Supplied data.
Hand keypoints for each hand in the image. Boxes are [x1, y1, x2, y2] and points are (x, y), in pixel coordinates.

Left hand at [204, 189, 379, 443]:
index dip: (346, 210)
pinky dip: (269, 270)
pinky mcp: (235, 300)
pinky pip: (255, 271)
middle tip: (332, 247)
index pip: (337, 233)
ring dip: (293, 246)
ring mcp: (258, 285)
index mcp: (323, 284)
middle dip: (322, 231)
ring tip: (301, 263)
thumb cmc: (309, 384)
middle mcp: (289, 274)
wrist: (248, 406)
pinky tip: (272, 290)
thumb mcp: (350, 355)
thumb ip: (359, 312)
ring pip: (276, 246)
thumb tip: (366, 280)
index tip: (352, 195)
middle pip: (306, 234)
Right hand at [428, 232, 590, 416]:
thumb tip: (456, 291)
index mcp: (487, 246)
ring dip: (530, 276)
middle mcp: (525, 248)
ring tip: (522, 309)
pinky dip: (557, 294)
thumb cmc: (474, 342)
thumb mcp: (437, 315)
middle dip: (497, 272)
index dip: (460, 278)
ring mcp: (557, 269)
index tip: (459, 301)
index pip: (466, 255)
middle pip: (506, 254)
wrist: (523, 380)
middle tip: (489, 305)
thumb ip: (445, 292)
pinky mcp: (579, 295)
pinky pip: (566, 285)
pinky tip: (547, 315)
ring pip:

What is expected. Determine how many lines of the material include the string "hand". Output only that count.

Output of the task. 3